[Stored records]
● ● ● ● ●

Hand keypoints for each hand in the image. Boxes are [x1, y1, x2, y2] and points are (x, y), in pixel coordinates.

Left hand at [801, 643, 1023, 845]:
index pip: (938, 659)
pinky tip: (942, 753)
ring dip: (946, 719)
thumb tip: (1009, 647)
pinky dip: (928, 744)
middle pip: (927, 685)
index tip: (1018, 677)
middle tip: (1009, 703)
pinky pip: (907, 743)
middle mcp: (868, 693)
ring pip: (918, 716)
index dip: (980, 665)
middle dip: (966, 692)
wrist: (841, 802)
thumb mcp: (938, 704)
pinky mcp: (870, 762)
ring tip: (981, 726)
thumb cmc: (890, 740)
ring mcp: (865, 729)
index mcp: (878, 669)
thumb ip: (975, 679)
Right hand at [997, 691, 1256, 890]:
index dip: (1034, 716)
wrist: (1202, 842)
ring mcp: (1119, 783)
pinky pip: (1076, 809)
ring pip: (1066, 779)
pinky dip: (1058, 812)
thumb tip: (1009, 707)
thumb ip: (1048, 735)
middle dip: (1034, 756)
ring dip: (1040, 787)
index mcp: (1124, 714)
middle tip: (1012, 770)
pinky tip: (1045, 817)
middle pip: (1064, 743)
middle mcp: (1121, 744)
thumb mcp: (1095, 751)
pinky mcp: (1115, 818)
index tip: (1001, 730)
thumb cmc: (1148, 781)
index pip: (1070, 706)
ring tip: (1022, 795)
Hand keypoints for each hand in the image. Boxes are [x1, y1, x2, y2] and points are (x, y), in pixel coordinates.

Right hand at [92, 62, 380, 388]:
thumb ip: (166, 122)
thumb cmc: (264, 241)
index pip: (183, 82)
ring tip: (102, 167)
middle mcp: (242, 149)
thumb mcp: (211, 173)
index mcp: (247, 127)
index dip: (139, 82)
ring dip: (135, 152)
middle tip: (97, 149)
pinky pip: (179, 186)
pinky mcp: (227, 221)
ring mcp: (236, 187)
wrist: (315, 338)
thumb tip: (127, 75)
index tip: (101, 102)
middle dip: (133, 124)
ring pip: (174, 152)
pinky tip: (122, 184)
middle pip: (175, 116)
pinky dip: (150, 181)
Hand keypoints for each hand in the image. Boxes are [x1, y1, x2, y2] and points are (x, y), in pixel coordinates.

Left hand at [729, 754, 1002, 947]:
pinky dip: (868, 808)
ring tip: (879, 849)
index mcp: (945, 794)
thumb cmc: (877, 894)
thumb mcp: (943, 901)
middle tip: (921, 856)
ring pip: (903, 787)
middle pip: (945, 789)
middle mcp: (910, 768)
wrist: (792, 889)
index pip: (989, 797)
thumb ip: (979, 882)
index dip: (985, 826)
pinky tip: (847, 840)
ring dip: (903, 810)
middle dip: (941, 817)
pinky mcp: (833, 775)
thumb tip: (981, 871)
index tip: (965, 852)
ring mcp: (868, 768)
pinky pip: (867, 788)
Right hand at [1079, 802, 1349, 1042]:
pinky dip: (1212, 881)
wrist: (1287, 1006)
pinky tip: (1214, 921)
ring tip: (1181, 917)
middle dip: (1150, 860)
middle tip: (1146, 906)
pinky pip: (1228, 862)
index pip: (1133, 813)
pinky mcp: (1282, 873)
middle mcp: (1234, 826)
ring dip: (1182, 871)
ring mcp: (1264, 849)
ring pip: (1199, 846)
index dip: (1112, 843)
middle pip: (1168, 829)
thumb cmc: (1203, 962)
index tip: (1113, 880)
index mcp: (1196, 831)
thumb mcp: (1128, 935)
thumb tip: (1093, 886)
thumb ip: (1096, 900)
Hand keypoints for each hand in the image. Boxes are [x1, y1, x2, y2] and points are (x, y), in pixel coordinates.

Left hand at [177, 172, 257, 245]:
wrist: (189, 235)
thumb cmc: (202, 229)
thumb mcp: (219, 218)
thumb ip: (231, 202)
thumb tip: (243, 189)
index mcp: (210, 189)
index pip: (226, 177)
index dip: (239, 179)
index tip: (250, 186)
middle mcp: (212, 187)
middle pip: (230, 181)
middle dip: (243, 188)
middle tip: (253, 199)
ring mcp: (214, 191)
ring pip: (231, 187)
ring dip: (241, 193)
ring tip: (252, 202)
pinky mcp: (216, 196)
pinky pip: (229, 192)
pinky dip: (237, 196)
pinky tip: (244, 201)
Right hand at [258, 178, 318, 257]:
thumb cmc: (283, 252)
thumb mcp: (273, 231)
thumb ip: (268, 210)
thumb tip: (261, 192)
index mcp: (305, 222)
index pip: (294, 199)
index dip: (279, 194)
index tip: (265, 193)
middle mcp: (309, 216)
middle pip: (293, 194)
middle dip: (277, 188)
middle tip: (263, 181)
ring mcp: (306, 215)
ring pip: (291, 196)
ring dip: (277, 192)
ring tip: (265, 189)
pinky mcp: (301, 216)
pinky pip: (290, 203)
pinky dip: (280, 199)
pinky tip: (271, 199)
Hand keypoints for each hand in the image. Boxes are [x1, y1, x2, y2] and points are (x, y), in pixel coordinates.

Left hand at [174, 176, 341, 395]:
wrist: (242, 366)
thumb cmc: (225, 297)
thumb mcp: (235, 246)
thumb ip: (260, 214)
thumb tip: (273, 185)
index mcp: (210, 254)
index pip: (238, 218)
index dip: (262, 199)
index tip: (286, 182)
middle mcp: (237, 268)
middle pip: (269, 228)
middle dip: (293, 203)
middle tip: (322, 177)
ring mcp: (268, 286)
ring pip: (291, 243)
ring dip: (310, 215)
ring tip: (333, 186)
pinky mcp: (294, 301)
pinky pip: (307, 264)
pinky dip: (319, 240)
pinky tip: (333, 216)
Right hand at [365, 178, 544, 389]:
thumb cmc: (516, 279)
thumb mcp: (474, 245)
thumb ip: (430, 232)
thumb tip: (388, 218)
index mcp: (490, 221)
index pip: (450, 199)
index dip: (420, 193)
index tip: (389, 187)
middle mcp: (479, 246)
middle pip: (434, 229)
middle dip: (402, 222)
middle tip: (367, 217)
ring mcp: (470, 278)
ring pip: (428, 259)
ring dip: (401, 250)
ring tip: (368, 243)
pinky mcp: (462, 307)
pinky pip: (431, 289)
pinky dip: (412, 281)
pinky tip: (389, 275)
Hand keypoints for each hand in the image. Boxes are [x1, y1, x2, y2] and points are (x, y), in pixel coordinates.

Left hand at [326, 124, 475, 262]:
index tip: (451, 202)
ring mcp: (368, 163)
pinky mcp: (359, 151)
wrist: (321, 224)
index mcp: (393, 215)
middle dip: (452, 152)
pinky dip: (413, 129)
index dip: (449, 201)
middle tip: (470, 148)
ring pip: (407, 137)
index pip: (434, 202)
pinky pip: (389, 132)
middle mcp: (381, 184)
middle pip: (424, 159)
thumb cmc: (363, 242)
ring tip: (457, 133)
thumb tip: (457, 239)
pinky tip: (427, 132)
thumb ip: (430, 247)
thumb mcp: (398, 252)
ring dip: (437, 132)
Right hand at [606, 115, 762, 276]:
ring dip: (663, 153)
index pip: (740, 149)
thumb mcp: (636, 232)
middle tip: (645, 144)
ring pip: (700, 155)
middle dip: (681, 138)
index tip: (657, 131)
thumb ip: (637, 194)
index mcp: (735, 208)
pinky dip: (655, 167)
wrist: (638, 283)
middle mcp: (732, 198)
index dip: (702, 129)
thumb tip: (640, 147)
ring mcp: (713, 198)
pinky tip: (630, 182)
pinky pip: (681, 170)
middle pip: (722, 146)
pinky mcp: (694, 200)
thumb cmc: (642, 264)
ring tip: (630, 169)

● ● ● ● ●

Set down each line exactly as it appears, starting at the top of the data and ending at the line containing "pinky dip: (1058, 812)", and include no other lines.

• _Response to the task_:
Hand keypoints for each hand in the image. Boxes are [x1, y1, x2, y2] and points are (x, y), in pixel coordinates.

Left hand at [801, 643, 1023, 845]:
index pip: (938, 659)
pinky tip: (942, 753)
ring dip: (946, 719)
thumb tip: (1009, 647)
pinky dip: (928, 744)
middle pip: (927, 685)
index tip: (1018, 677)
middle tip: (1009, 703)
pinky pip: (907, 743)
middle mcp: (868, 693)
ring pip: (918, 716)
index dip: (980, 665)
middle dip: (966, 692)
wrist: (841, 802)
thumb mcp: (938, 704)
pinky mcp: (870, 762)
ring tip: (981, 726)
thumb cmc: (890, 740)
ring mcp: (865, 729)
index mcp: (878, 669)
thumb ip: (975, 679)
Right hand at [997, 691, 1256, 890]:
index dip: (1034, 716)
wrist: (1202, 842)
ring mcp: (1119, 783)
pinky pip: (1076, 809)
ring pip: (1066, 779)
pinky dip: (1058, 812)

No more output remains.